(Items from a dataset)
--

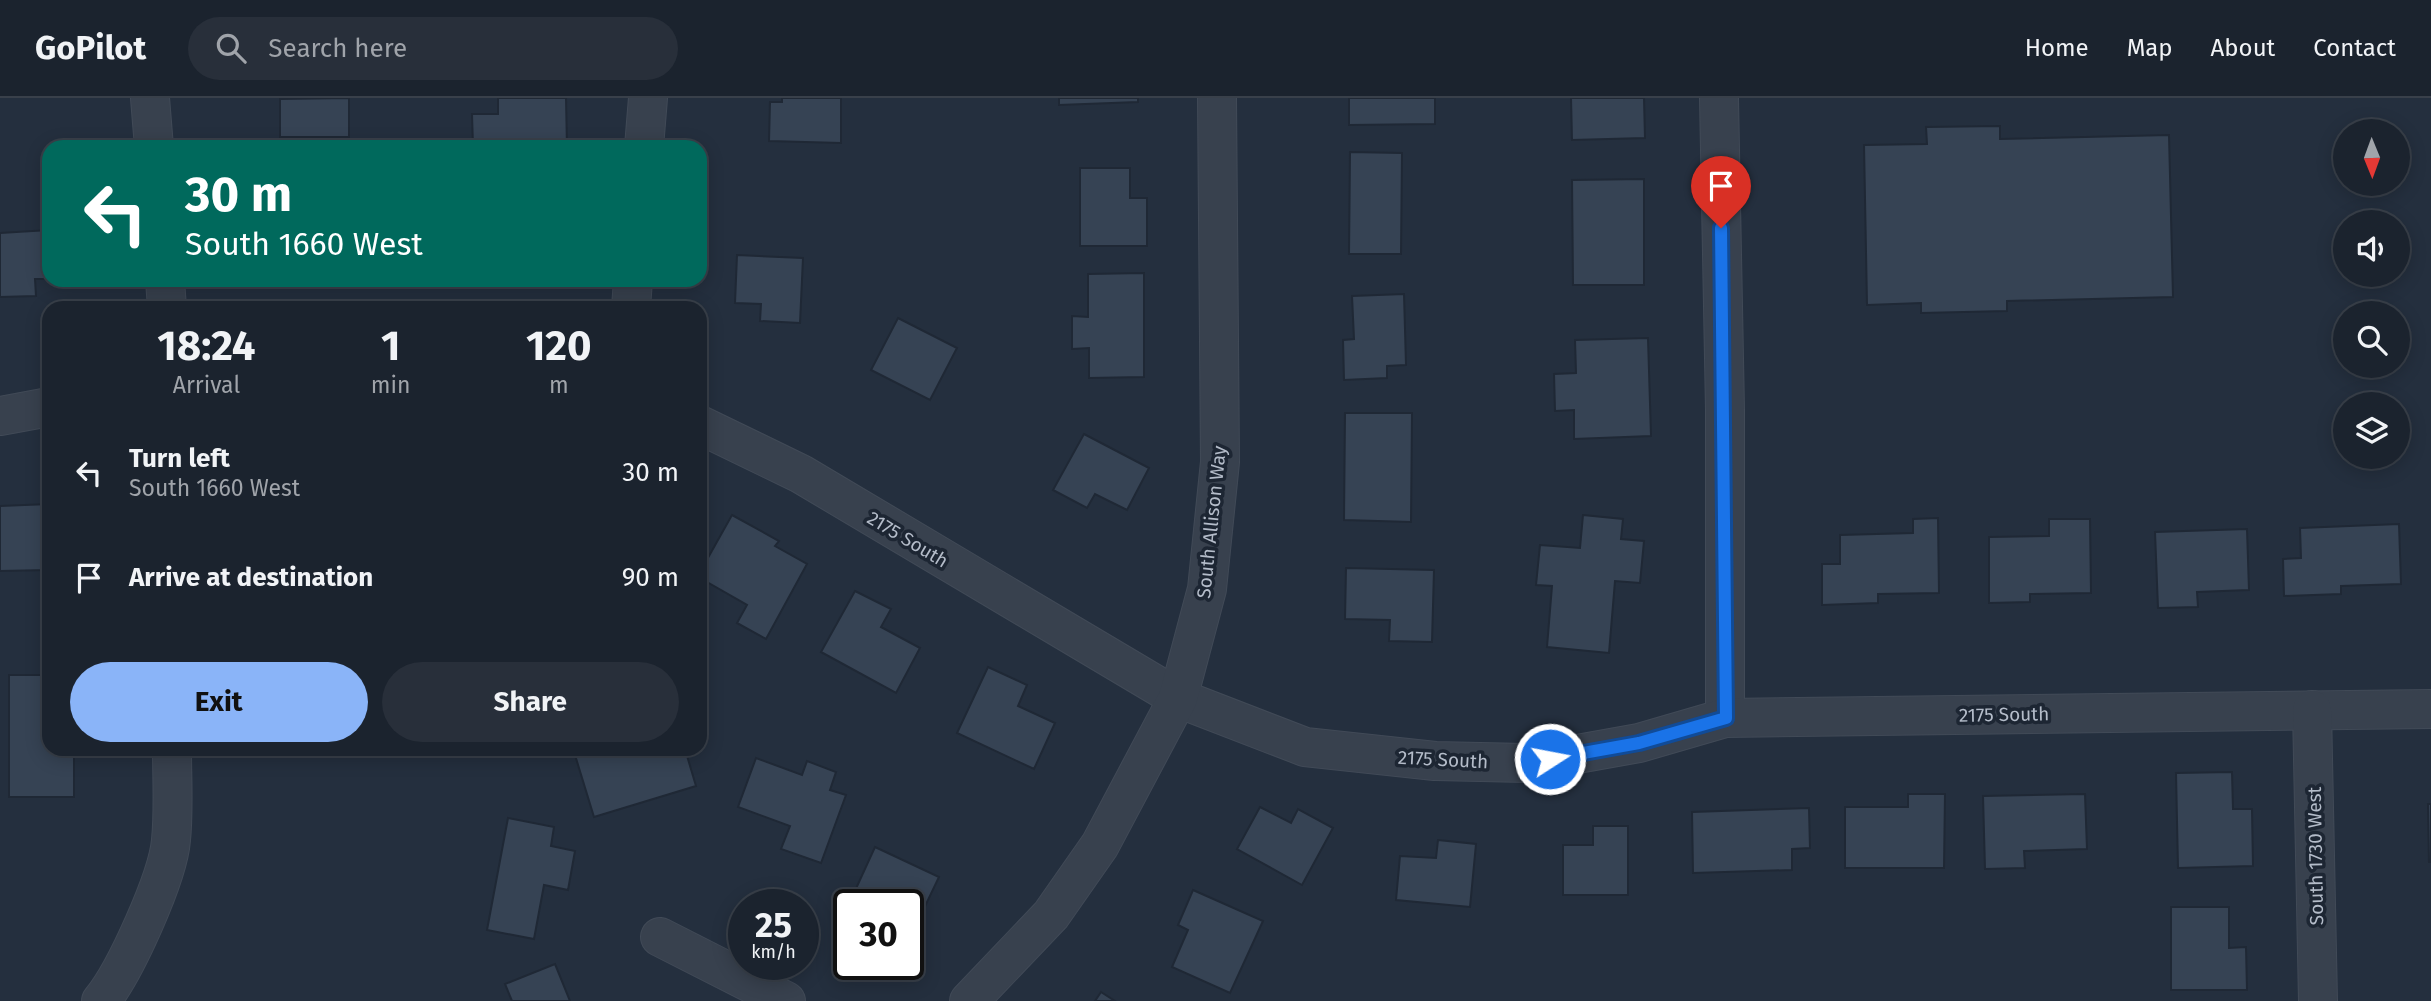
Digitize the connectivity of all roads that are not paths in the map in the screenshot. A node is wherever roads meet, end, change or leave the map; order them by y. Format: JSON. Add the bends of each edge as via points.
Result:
{"nodes":[{"id":1,"x":150,"y":98,"type":"edge"},
{"id":2,"x":648,"y":98,"type":"edge"},
{"id":3,"x":1217,"y":98,"type":"edge"},
{"id":4,"x":1719,"y":98,"type":"edge"},
{"id":5,"x":153,"y":140,"type":"edge"},
{"id":6,"x":645,"y":140,"type":"edge"},
{"id":7,"x":42,"y":408,"type":"edge"},
{"id":8,"x":0,"y":416,"type":"edge"},
{"id":9,"x":707,"y":428,"type":"edge"},
{"id":10,"x":1178,"y":698,"type":"junction"},
{"id":11,"x":2431,"y":709,"type":"edge"},
{"id":12,"x":2312,"y":710,"type":"junction"},
{"id":13,"x":1726,"y":718,"type":"junction"},
{"id":14,"x":172,"y":756,"type":"edge"},
{"id":15,"x":660,"y":937,"type":"dead end"},
{"id":16,"x":101,"y":1001,"type":"edge"},
{"id":17,"x":786,"y":1001,"type":"edge"},
{"id":18,"x":968,"y":1001,"type":"edge"},
{"id":19,"x":2318,"y":1001,"type":"edge"}],
"edges":[{"from":1,"to":5,"type":"street"},
{"from":2,"to":6,"type":"street"},
{"from":3,"to":10,"type":"street","name":"South Allison Way","via":[[1220,462],[1207,589]]},
{"from":4,"to":13,"type":"street"},
{"from":7,"to":8,"type":"street"},
{"from":9,"to":10,"type":"street","name":"2175 South","via":[[801,474]]},
{"from":10,"to":13,"type":"street","name":"2175 South","via":[[1305,747],[1435,761],[1527,763],[1639,743]]},
{"from":10,"to":18,"type":"street","name":"South Allison Way","via":[[1100,845],[1051,915]]},
{"from":11,"to":12,"type":"street","name":"2175 South"},
{"from":12,"to":13,"type":"street","name":"2175 South"},
{"from":12,"to":19,"type":"street","name":"South 1730 West"},
{"from":14,"to":16,"type":"street","via":[[171,842],[149,909],[117,981]]},
{"from":15,"to":17,"type":"street"}]}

--

> [Work to be completed]: Go line by line through the records and copy those that contain the word "Allison".

> [Response to the exercise]:
{"from":3,"to":10,"type":"street","name":"South Allison Way","via":[[1220,462],[1207,589]]},
{"from":10,"to":18,"type":"street","name":"South Allison Way","via":[[1100,845],[1051,915]]},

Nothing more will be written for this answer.